Work item ->
Using the entries that follow, state how many lines contain "Lagos", with no other words.

Material for the task ->
+++++

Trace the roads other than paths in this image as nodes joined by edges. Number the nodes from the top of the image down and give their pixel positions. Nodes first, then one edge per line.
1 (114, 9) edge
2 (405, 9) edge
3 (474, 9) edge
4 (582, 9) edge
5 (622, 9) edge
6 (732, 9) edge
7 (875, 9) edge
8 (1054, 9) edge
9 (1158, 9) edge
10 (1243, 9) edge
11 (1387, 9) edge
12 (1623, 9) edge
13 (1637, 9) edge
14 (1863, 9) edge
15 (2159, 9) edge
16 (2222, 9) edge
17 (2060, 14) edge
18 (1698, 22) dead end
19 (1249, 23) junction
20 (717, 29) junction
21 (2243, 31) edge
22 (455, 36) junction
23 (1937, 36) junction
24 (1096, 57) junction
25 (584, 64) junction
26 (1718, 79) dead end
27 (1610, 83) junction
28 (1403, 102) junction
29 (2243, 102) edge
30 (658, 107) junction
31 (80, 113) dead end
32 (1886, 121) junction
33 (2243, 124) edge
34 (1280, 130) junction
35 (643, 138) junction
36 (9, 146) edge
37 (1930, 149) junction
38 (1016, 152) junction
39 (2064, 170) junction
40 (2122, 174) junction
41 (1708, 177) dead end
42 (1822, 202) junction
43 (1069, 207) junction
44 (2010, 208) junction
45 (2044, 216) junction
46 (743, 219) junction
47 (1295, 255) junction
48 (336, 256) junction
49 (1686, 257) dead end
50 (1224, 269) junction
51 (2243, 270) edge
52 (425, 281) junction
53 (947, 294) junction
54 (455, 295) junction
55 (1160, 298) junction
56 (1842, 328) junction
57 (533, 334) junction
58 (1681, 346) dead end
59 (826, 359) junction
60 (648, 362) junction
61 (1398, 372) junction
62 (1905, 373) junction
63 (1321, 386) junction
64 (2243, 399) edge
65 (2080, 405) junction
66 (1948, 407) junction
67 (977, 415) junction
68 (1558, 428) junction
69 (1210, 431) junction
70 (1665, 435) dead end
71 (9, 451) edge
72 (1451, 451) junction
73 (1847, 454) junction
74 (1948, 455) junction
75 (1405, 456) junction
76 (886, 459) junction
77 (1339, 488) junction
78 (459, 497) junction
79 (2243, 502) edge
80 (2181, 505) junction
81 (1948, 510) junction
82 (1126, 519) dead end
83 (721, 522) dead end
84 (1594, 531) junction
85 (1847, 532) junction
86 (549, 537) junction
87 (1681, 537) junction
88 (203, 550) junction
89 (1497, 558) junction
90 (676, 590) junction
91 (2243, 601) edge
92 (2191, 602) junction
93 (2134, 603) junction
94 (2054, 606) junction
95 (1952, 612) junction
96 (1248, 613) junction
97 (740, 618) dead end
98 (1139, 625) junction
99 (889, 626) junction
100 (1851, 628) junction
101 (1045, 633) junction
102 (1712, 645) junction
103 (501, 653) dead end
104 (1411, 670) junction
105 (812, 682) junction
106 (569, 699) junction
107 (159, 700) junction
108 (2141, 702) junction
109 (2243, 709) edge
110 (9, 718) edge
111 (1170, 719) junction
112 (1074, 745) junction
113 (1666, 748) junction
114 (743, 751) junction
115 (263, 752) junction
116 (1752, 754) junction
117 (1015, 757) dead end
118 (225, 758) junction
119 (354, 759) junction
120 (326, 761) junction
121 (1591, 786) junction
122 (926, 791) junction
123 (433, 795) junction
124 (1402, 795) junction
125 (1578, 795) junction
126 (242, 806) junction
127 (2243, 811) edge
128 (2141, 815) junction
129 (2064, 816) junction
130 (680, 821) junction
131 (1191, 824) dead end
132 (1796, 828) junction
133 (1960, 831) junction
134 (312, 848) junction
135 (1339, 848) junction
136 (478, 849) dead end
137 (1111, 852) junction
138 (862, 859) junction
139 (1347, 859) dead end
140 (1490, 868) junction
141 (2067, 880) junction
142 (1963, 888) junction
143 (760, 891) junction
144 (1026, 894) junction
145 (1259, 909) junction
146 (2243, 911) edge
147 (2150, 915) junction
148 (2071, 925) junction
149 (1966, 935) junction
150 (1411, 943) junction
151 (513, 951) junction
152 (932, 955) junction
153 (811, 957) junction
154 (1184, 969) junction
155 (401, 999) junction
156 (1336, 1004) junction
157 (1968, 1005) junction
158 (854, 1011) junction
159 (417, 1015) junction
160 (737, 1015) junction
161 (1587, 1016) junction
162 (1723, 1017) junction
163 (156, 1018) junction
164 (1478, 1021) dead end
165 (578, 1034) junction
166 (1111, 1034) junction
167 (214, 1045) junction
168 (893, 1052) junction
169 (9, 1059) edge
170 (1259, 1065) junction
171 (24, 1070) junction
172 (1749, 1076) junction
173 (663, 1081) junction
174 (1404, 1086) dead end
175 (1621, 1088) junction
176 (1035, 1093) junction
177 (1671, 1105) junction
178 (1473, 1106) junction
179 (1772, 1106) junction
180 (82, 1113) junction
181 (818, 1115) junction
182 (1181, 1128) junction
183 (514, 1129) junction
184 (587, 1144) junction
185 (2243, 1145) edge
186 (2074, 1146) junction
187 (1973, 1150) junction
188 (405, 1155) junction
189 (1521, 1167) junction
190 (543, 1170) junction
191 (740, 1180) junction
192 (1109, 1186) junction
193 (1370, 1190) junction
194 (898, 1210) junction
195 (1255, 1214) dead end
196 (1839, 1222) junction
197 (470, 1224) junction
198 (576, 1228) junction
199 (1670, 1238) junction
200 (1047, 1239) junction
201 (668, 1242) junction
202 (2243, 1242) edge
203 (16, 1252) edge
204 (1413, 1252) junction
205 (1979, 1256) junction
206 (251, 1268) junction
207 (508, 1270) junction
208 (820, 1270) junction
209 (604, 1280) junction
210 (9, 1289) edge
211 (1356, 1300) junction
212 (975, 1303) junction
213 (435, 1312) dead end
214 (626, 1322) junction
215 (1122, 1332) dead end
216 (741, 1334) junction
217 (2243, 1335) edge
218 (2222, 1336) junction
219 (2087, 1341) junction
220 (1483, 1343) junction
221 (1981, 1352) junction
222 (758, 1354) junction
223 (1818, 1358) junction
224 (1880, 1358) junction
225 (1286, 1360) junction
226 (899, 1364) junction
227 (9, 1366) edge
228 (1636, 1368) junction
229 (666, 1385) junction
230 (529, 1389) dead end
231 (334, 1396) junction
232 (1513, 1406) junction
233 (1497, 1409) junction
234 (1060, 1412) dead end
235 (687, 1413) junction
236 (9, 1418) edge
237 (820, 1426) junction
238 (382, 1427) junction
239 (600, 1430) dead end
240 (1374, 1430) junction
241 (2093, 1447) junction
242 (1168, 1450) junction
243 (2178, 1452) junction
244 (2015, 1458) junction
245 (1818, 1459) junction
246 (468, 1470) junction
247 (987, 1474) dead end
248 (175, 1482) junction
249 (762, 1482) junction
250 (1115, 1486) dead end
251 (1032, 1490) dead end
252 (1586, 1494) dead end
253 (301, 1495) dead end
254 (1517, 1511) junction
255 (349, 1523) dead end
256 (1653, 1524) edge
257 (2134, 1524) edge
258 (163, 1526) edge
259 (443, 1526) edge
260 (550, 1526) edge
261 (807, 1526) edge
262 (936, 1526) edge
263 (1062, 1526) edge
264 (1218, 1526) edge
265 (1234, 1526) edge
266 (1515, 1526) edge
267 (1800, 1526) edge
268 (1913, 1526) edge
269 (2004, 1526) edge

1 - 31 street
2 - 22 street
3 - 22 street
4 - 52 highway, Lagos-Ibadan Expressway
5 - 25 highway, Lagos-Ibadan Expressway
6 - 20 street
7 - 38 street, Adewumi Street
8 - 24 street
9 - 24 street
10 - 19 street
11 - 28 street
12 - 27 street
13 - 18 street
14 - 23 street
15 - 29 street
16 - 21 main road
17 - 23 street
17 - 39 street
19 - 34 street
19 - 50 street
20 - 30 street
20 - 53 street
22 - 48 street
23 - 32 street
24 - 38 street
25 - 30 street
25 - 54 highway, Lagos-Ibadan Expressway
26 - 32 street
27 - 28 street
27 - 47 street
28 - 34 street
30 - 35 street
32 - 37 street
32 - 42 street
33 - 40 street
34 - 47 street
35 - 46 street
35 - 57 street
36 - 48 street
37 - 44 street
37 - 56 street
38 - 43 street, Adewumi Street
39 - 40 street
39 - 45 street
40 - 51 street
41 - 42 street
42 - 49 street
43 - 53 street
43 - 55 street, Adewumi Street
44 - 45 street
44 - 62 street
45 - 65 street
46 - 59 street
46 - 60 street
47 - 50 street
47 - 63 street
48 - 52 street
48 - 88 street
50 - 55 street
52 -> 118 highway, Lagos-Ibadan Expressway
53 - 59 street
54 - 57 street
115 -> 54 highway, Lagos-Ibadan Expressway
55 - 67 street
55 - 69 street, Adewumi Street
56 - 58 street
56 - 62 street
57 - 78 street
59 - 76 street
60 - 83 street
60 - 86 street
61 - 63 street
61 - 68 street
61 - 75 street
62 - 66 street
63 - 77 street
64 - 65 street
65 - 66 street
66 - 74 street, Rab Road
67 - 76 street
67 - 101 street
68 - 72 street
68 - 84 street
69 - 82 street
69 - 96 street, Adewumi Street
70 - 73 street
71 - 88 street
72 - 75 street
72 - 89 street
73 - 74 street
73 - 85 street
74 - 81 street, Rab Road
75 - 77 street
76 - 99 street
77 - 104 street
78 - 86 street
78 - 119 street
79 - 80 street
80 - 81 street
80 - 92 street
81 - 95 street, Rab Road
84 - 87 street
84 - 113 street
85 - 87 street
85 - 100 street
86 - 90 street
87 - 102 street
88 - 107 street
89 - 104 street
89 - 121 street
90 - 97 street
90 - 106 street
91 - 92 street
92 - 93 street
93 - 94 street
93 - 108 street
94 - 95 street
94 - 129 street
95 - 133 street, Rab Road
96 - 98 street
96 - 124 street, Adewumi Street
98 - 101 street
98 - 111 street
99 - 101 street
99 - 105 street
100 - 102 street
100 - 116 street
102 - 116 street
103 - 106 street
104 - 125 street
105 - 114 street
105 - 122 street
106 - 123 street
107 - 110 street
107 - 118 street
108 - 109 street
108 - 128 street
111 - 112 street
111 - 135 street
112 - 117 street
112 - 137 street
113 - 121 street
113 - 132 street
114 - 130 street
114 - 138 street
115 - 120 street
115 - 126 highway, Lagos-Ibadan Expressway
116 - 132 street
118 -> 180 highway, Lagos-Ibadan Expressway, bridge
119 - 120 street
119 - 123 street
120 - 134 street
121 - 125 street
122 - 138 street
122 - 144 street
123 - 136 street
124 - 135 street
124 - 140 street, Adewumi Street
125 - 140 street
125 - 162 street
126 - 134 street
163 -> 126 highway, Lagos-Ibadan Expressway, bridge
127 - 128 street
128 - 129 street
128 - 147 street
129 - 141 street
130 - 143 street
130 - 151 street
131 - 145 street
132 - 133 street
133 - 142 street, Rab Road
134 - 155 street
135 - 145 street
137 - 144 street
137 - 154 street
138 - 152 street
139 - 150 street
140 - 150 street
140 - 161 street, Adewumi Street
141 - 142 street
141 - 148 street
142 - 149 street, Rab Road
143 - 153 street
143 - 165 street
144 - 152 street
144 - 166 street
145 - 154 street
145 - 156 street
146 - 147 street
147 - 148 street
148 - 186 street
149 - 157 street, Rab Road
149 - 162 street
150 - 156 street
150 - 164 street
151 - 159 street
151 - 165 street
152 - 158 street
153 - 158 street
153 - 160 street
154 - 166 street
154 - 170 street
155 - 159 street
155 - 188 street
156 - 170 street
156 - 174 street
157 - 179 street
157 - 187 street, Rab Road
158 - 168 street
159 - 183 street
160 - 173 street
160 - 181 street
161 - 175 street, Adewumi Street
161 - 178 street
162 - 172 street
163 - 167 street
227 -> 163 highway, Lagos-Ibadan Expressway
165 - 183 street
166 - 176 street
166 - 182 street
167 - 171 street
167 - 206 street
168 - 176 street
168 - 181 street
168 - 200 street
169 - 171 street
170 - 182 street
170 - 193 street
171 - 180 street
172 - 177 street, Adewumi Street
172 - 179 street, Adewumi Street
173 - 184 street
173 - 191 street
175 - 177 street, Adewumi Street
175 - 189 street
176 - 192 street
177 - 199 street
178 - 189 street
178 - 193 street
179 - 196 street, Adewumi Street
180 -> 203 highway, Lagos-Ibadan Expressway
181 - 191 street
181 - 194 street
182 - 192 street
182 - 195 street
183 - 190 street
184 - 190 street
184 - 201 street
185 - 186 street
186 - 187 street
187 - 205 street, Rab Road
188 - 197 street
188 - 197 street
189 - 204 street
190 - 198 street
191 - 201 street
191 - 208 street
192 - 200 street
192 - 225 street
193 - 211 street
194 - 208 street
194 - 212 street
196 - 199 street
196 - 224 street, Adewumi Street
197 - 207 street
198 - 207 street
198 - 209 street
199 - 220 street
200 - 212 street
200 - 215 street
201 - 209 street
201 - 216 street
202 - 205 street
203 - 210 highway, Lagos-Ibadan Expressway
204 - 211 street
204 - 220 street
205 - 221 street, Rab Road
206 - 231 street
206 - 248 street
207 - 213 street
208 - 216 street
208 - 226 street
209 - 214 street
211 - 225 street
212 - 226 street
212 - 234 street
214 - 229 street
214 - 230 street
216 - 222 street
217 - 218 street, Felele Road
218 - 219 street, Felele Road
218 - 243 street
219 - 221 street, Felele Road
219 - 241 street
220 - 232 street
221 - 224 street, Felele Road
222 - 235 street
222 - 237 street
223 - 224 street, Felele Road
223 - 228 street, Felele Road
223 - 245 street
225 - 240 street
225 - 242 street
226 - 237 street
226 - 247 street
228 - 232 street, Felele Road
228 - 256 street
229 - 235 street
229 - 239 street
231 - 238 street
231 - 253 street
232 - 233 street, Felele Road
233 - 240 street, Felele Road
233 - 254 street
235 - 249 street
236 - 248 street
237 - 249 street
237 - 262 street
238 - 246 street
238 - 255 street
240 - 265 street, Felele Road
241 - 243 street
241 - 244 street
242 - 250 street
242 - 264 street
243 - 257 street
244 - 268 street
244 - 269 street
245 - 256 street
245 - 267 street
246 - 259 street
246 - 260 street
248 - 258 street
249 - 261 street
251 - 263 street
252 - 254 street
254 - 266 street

+++++

Written reply ->
11